**WORK ITEM**
All of the entries are to be returned word for word.

[SUPPLIED RECORDS Boundary: Start]

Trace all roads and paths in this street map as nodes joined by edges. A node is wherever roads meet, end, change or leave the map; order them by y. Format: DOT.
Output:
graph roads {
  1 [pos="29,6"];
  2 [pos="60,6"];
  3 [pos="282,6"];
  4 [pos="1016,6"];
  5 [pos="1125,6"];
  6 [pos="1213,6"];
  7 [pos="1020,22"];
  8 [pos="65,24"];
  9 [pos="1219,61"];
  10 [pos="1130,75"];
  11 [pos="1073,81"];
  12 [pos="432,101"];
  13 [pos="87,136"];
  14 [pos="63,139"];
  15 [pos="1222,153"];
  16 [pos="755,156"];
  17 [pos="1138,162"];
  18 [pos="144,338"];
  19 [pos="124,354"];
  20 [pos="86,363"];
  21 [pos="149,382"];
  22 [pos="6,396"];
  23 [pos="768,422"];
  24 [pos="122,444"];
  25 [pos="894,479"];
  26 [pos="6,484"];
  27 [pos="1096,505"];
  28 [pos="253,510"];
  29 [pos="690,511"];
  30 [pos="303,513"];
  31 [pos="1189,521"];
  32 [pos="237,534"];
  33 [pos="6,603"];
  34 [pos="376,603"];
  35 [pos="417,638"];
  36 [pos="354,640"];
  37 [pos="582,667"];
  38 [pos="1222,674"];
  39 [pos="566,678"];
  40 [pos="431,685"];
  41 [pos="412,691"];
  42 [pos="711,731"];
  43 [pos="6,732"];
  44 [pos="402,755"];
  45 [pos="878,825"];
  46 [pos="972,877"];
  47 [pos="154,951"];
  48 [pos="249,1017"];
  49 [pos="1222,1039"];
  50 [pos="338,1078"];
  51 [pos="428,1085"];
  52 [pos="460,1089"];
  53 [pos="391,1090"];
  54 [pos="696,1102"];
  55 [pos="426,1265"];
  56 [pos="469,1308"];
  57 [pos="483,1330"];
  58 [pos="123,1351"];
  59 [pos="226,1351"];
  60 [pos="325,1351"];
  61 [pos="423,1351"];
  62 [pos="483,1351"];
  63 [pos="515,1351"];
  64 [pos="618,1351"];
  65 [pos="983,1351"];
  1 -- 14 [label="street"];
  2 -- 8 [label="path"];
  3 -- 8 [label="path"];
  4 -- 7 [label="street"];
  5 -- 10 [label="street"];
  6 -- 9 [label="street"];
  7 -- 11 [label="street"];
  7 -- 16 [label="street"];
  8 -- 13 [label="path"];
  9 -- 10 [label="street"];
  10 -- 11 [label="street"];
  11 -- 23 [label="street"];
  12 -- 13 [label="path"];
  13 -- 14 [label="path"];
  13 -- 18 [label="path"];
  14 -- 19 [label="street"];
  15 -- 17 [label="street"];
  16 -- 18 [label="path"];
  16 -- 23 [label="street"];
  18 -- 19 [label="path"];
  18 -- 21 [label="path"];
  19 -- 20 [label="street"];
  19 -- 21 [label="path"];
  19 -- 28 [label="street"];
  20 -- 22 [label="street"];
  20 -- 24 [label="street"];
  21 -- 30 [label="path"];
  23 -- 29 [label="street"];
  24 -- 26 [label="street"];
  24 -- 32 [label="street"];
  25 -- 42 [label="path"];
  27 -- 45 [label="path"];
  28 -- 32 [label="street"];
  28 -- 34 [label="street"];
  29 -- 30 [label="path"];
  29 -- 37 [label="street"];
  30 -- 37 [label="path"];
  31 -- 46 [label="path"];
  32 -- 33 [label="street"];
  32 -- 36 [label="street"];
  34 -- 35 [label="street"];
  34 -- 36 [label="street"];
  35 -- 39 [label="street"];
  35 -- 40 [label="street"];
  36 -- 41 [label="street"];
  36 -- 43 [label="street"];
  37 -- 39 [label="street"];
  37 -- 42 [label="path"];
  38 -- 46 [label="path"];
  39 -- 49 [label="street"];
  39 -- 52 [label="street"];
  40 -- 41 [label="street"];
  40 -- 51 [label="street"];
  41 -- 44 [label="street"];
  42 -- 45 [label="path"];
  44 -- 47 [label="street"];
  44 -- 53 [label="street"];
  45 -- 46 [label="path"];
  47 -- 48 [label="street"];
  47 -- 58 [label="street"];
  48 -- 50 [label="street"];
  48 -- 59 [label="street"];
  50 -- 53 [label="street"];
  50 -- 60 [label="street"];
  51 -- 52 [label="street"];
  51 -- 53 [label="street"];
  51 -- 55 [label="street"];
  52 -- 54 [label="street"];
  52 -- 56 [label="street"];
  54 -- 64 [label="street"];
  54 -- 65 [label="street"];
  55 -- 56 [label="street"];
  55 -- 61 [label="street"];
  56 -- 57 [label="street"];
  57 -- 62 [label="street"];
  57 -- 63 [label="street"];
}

[SUPPLIED RECORDS Boundary: End]

**SOLUTION FOR THIS TASK**
Trace all roads and paths in this street map as nodes joined by edges. A node is wherever roads meet, end, change or leave the map; order them by y. Format: DOT.
Output:
graph roads {
  1 [pos="29,6"];
  2 [pos="60,6"];
  3 [pos="282,6"];
  4 [pos="1016,6"];
  5 [pos="1125,6"];
  6 [pos="1213,6"];
  7 [pos="1020,22"];
  8 [pos="65,24"];
  9 [pos="1219,61"];
  10 [pos="1130,75"];
  11 [pos="1073,81"];
  12 [pos="432,101"];
  13 [pos="87,136"];
  14 [pos="63,139"];
  15 [pos="1222,153"];
  16 [pos="755,156"];
  17 [pos="1138,162"];
  18 [pos="144,338"];
  19 [pos="124,354"];
  20 [pos="86,363"];
  21 [pos="149,382"];
  22 [pos="6,396"];
  23 [pos="768,422"];
  24 [pos="122,444"];
  25 [pos="894,479"];
  26 [pos="6,484"];
  27 [pos="1096,505"];
  28 [pos="253,510"];
  29 [pos="690,511"];
  30 [pos="303,513"];
  31 [pos="1189,521"];
  32 [pos="237,534"];
  33 [pos="6,603"];
  34 [pos="376,603"];
  35 [pos="417,638"];
  36 [pos="354,640"];
  37 [pos="582,667"];
  38 [pos="1222,674"];
  39 [pos="566,678"];
  40 [pos="431,685"];
  41 [pos="412,691"];
  42 [pos="711,731"];
  43 [pos="6,732"];
  44 [pos="402,755"];
  45 [pos="878,825"];
  46 [pos="972,877"];
  47 [pos="154,951"];
  48 [pos="249,1017"];
  49 [pos="1222,1039"];
  50 [pos="338,1078"];
  51 [pos="428,1085"];
  52 [pos="460,1089"];
  53 [pos="391,1090"];
  54 [pos="696,1102"];
  55 [pos="426,1265"];
  56 [pos="469,1308"];
  57 [pos="483,1330"];
  58 [pos="123,1351"];
  59 [pos="226,1351"];
  60 [pos="325,1351"];
  61 [pos="423,1351"];
  62 [pos="483,1351"];
  63 [pos="515,1351"];
  64 [pos="618,1351"];
  65 [pos="983,1351"];
  1 -- 14 [label="street"];
  2 -- 8 [label="path"];
  3 -- 8 [label="path"];
  4 -- 7 [label="street"];
  5 -- 10 [label="street"];
  6 -- 9 [label="street"];
  7 -- 11 [label="street"];
  7 -- 16 [label="street"];
  8 -- 13 [label="path"];
  9 -- 10 [label="street"];
  10 -- 11 [label="street"];
  11 -- 23 [label="street"];
  12 -- 13 [label="path"];
  13 -- 14 [label="path"];
  13 -- 18 [label="path"];
  14 -- 19 [label="street"];
  15 -- 17 [label="street"];
  16 -- 18 [label="path"];
  16 -- 23 [label="street"];
  18 -- 19 [label="path"];
  18 -- 21 [label="path"];
  19 -- 20 [label="street"];
  19 -- 21 [label="path"];
  19 -- 28 [label="street"];
  20 -- 22 [label="street"];
  20 -- 24 [label="street"];
  21 -- 30 [label="path"];
  23 -- 29 [label="street"];
  24 -- 26 [label="street"];
  24 -- 32 [label="street"];
  25 -- 42 [label="path"];
  27 -- 45 [label="path"];
  28 -- 32 [label="street"];
  28 -- 34 [label="street"];
  29 -- 30 [label="path"];
  29 -- 37 [label="street"];
  30 -- 37 [label="path"];
  31 -- 46 [label="path"];
  32 -- 33 [label="street"];
  32 -- 36 [label="street"];
  34 -- 35 [label="street"];
  34 -- 36 [label="street"];
  35 -- 39 [label="street"];
  35 -- 40 [label="street"];
  36 -- 41 [label="street"];
  36 -- 43 [label="street"];
  37 -- 39 [label="street"];
  37 -- 42 [label="path"];
  38 -- 46 [label="path"];
  39 -- 49 [label="street"];
  39 -- 52 [label="street"];
  40 -- 41 [label="street"];
  40 -- 51 [label="street"];
  41 -- 44 [label="street"];
  42 -- 45 [label="path"];
  44 -- 47 [label="street"];
  44 -- 53 [label="street"];
  45 -- 46 [label="path"];
  47 -- 48 [label="street"];
  47 -- 58 [label="street"];
  48 -- 50 [label="street"];
  48 -- 59 [label="street"];
  50 -- 53 [label="street"];
  50 -- 60 [label="street"];
  51 -- 52 [label="street"];
  51 -- 53 [label="street"];
  51 -- 55 [label="street"];
  52 -- 54 [label="street"];
  52 -- 56 [label="street"];
  54 -- 64 [label="street"];
  54 -- 65 [label="street"];
  55 -- 56 [label="street"];
  55 -- 61 [label="street"];
  56 -- 57 [label="street"];
  57 -- 62 [label="street"];
  57 -- 63 [label="street"];
}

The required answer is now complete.